I learned something in the studio that highlighted my previous experience with screenwriting. Granted that experience is extremely limited, my eyes have nonetheless already been opened. I previously believed that screenplays were simply a list of directions for the camera operators, actors and sound editors, that there didn’t have to be any sort of entertainment to be had from reading the screenplay itself. The first week of Picture This! has changed my thinking. A screenplay can and should be an interesting and entertaining piece of writing. In fact, this week we learned the mechanics of making it so.

In Putting a Film in the Readers Head, McGee mentions the Master Scene Technique which suggests that the directions for camera angles should only be mentioned when absolutely necessary. Otherwise directions should not come from writing CLOSE UP, LONG SHOT etc. Instead, the reader should be able to visualise the shot by the way it is described. Drawing on McGee’s advice I have adapted a excerpt from a screenplay I wrote in year 12, almost three years ago.

We pan across the room. Alison is in bed tossing and turning. We see areas of her life before the headaches, certificates, awards and photographs.” It’s cluttered and difficult to visualise on a screen.

Instead I would now write.

Framed certificates and medals scatter the walls.

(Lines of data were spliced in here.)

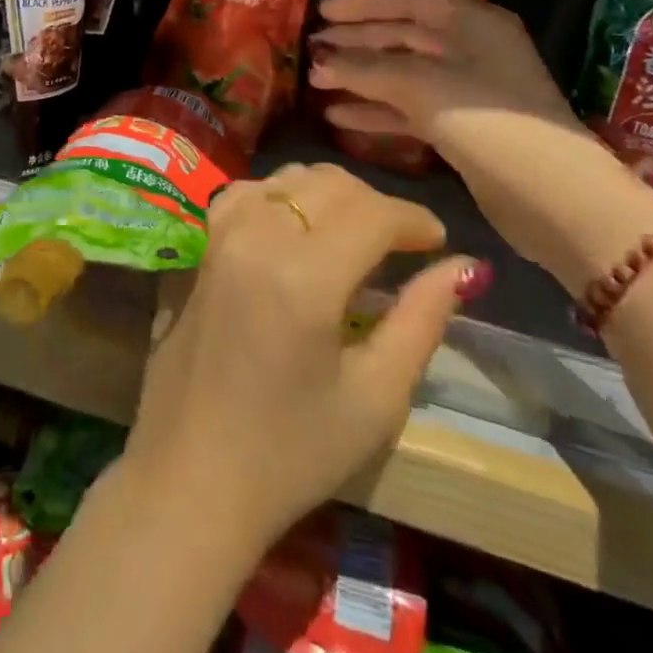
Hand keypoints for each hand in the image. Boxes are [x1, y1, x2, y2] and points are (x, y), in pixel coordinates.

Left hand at [117, 163, 477, 552]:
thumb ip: (421, 320)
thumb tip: (462, 266)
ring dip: (330, 196)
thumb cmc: (291, 452)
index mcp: (303, 276)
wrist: (191, 474)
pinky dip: (282, 196)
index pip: (373, 213)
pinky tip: (296, 229)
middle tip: (401, 244)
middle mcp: (256, 235)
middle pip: (331, 185)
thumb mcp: (376, 399)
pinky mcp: (197, 243)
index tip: (438, 242)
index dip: (415, 219)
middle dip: (377, 205)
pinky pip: (248, 191)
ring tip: (354, 236)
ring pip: (288, 178)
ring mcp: (218, 233)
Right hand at [307, 0, 576, 139]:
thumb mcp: (420, 85)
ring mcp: (467, 90)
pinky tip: (339, 117)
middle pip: (403, 34)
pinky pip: (410, 108)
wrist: (551, 197)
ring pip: (403, 73)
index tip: (321, 12)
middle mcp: (471, 48)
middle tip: (312, 47)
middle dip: (356, 41)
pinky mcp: (462, 128)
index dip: (362, 2)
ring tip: (316, 81)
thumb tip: (318, 61)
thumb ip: (364, 68)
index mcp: (471, 21)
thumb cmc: (486, 120)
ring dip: (360, 77)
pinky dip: (377, 110)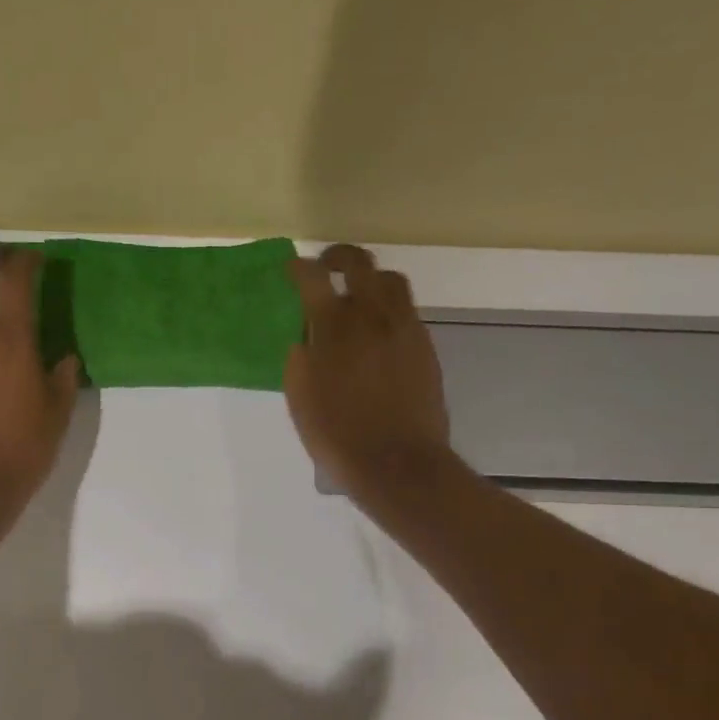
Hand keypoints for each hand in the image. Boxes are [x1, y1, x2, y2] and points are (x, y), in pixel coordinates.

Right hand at [284, 244, 452, 499]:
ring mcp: (404, 328)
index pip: (313, 278)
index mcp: (333, 326)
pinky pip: (407, 311)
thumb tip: (306, 338)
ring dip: (371, 279)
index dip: (300, 268)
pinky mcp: (425, 346)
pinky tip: (379, 331)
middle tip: (327, 265)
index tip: (294, 269)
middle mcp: (371, 315)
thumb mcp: (300, 398)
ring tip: (359, 294)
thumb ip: (300, 358)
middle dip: (338, 257)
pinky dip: (389, 308)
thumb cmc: (337, 435)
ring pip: (391, 281)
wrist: (396, 462)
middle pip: (359, 263)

Among them, photographs of a child grinning widely with her loved ones.

Under the blankets on her bed, Alison tosses her body facing one way to the other and back.

She squeezes her eyes shut. Mouth open. Teeth clenched. Sweat glistens on her face.

Of course the edited version is still far from perfect. However I believe it highlights McGee’s point that the scene will already be visualised and how exactly the filmmaker decides to portray this their own ‘creative task’.

I’m excited to try this on my own writing throughout the semester. It seems like a fun challenge to tell a story in such a way that the reader can easily visualise it.